WHAT TO PRODUCE — Repeat each entry exactly. Drop every image.

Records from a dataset
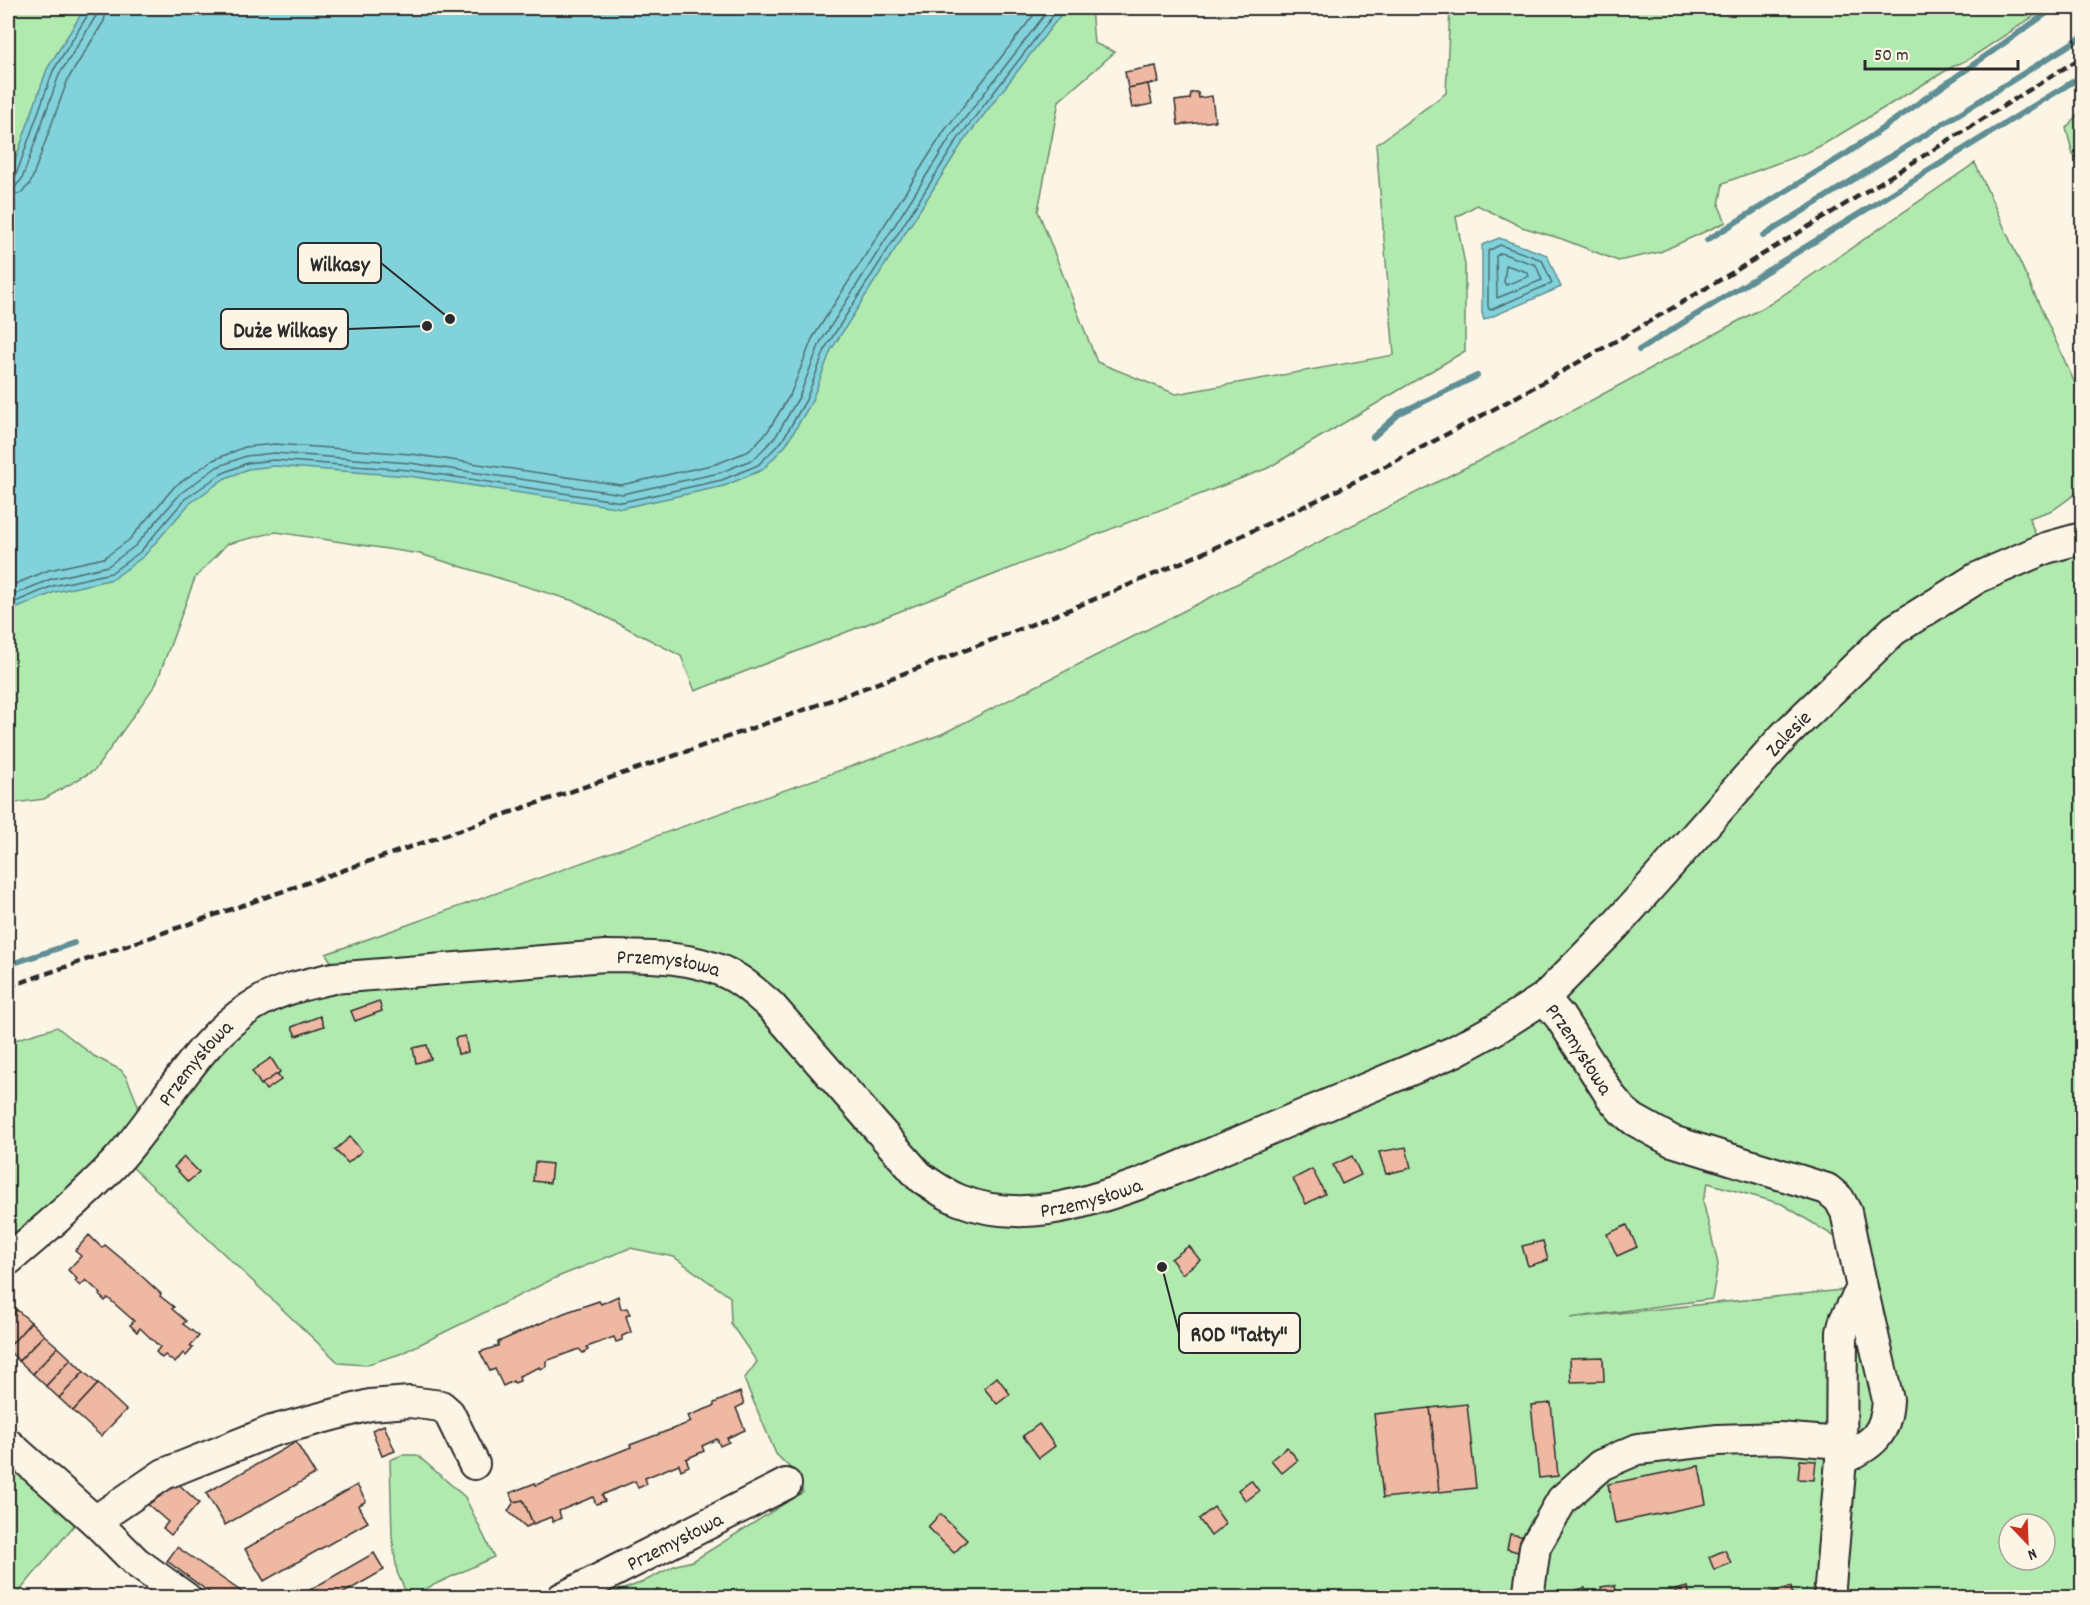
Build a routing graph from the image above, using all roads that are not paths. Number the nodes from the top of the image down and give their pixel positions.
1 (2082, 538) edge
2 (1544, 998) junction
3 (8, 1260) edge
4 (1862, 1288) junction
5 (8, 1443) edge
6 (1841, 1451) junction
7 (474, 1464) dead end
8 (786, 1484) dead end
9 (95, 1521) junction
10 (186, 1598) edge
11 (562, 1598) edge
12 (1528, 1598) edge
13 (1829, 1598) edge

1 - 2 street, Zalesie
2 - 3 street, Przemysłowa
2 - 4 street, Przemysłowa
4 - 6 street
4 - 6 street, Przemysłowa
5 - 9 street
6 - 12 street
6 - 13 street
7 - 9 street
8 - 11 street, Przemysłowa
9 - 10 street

ANSWER —
Build a routing graph from the image above, using all roads that are not paths. Number the nodes from the top of the image down and give their pixel positions.
1 (2082, 538) edge
2 (1544, 998) junction
3 (8, 1260) edge
4 (1862, 1288) junction
5 (8, 1443) edge
6 (1841, 1451) junction
7 (474, 1464) dead end
8 (786, 1484) dead end
9 (95, 1521) junction
10 (186, 1598) edge
11 (562, 1598) edge
12 (1528, 1598) edge
13 (1829, 1598) edge

1 - 2 street, Zalesie
2 - 3 street, Przemysłowa
2 - 4 street, Przemysłowa
4 - 6 street
4 - 6 street, Przemysłowa
5 - 9 street
6 - 12 street
6 - 13 street
7 - 9 street
8 - 11 street, Przemysłowa
9 - 10 street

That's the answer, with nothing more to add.